---- Recorded information

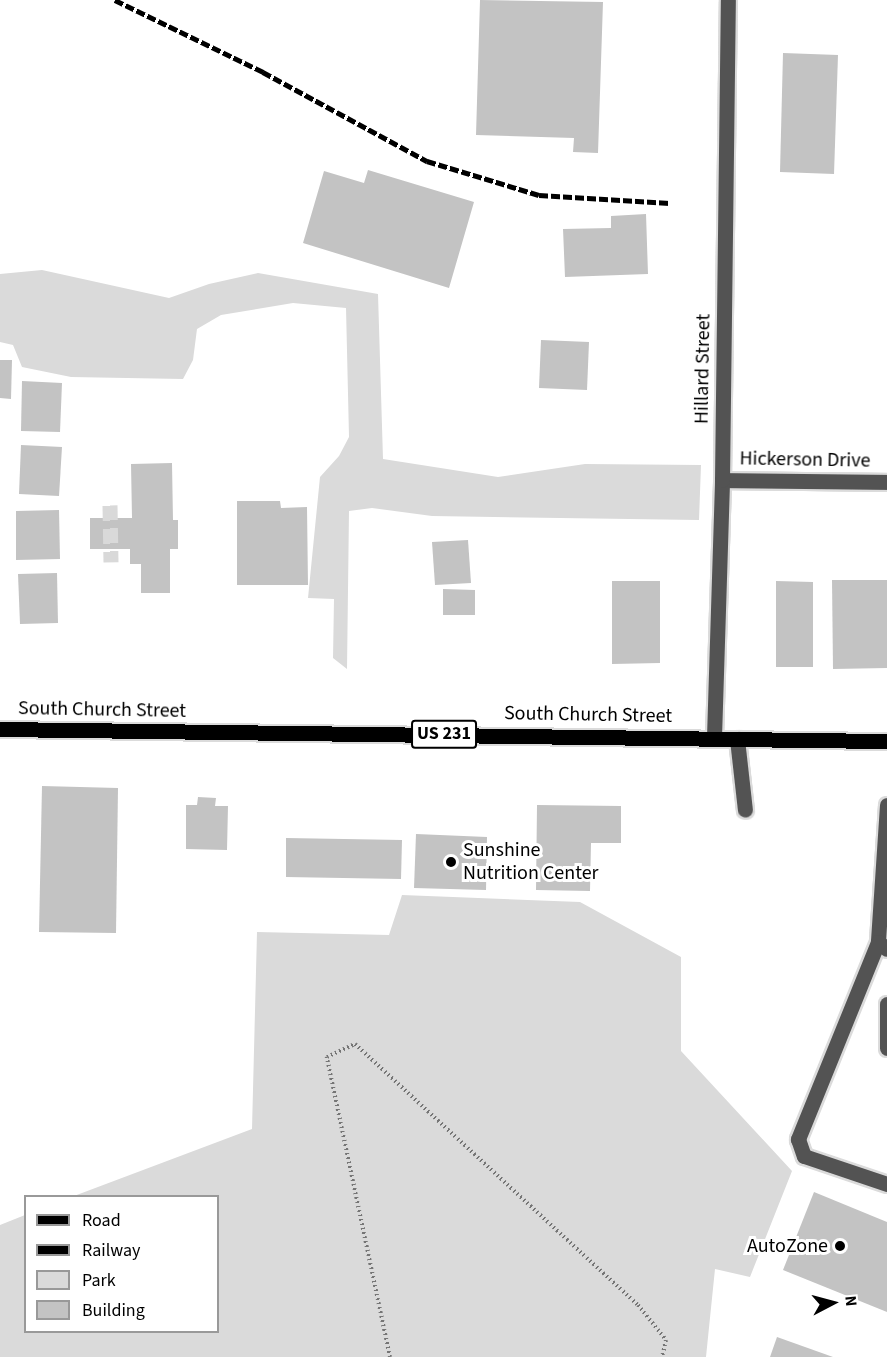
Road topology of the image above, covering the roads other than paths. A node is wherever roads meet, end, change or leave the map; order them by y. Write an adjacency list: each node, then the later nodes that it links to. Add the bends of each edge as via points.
1 (728, 0): 2 (street, Hillard Street)
2 (722, 480): 3 (street, Hickerson Drive); 5 (street, Hillard Street)
3 (887, 482)
4 (0, 729): 5 (main road, South Church Street / US 231)
5 (714, 738): 6 (main road, South Church Street / US 231)
6 (737, 739): 7 (main road, South Church Street / US 231); 9 (street)
7 (887, 741)
8 (887, 805): 10 (street)
9 (745, 810)
10 (882, 946): 13 (street, via 798,1139 804,1156)
11 (887, 1004): 12 (street)
12 (887, 1048)
13 (887, 1184)

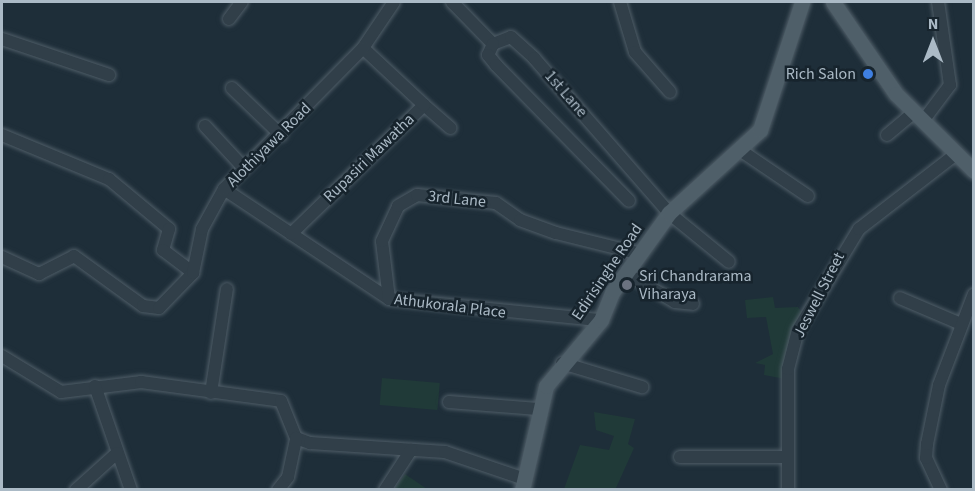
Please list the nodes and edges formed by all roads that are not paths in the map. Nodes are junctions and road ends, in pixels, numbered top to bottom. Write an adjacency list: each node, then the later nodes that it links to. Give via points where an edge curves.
1 (242, 2): 8 (street)
2 (394, 2): 11 (street)
3 (452, 2): 10 (street)
4 (620, 2): 14 (street, via 635,51)
5 (802, 2): 22 (main road, Edirisinghe Road, via 774,101 760,130)
6 (833, 2): 16 (main road, via 871,62)
7 (938, 2): 16 (street, via 950,85)
8 (229, 19)
9 (2, 39): 12 (street)
10 (493, 44): 28 (street, via 488,55 496,66); 29 (street, 1st Lane, via 511,37 534,58)
11 (363, 48): 15 (street, Rupasiri Mawatha); 20 (street, Alothiyawa Road)
12 (109, 75)
13 (232, 88): 20 (street)
14 (670, 92)
15 (424, 105): 18 (street); 30 (street, Rupasiri Mawatha)
16 (918, 117): 21 (street); 23 (main road)
17 (205, 126): 24 (street)
18 (450, 128)
19 (2, 135): 34 (street, via 109,179 169,229 163,250)
20 (281, 135): 24 (street, Alothiyawa Road)
21 (887, 135)
22 (740, 150): 27 (street); 29 (main road, Edirisinghe Road, via 713,167)
23 (956, 154): 25 (main road); 54 (street, Jeswell Street, via 859,228 839,254 798,330 788,369)
24 (243, 167): 26 (street, Alothiyawa Road)
25 (973, 171)
26 (224, 189): 30 (street, Athukorala Place); 34 (street, Alothiyawa Road, via 202,229)
27 (808, 196)
28 (629, 201)
29 (669, 213): 31 (main road, Edirisinghe Road); 33 (street)
30 (291, 234): 39 (street, Athukorala Place)
31 (641, 254): 35 (main road, Edirisinghe Road); 39 (street, 3rd Lane, via 556,233 520,220 496,203 417,195 398,206 382,241)
32 (2, 257): 34 (street, via 39,274 74,256 154,310)
33 (729, 262)
34 (193, 273)
35 (625, 273): 40 (street, via 675,302); 41 (main road, Edirisinghe Road)
36 (227, 289): 47 (street)
37 (974, 294): 42 (street)
38 (900, 298): 42 (street)
39 (389, 299): 41 (street, Athukorala Place)
40 (693, 304)
41 (601, 320): 44 (main road, Edirisinghe Road)
42 (961, 324): 61 (street, via 939,385 927,444 926,458)
43 (2, 356): 45 (street, via 61,392)
44 (562, 363): 46 (street); 49 (main road, Edirisinghe Road)
45 (95, 386): 47 (street, via 141,382); 52 (street)
46 (642, 387)
47 (211, 393): 50 (street, via 281,400)
48 (448, 402): 49 (street)
49 (538, 409): 55 (main road, Edirisinghe Road)
50 (296, 438): 51 (street); 58 (street, via 288,477)
51 (411, 450): 55 (street, via 445,452); 59 (street)
52 (117, 453): 56 (street); 57 (street)
53 (680, 457): 54 (street)
54 (788, 457): 60 (street, Jeswell Street)
55 (522, 484)
56 (76, 489)
57 (131, 489)
58 (278, 489)
59 (385, 489)
60 (788, 489)
61 (941, 489)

--------

#### [Task goal]
Copy each line of the entries in which the string "later" is found.

#### [Response box]
Road topology of the image above, covering the roads other than paths. A node is wherever roads meet, end, change or leave the map; order them by y. Write an adjacency list: each node, then the later nodes that it links to. Add the bends of each edge as via points.
Please list the nodes and edges formed by all roads that are not paths in the map. Nodes are junctions and road ends, in pixels, numbered top to bottom. Write an adjacency list: each node, then the later nodes that it links to. Give via points where an edge curves.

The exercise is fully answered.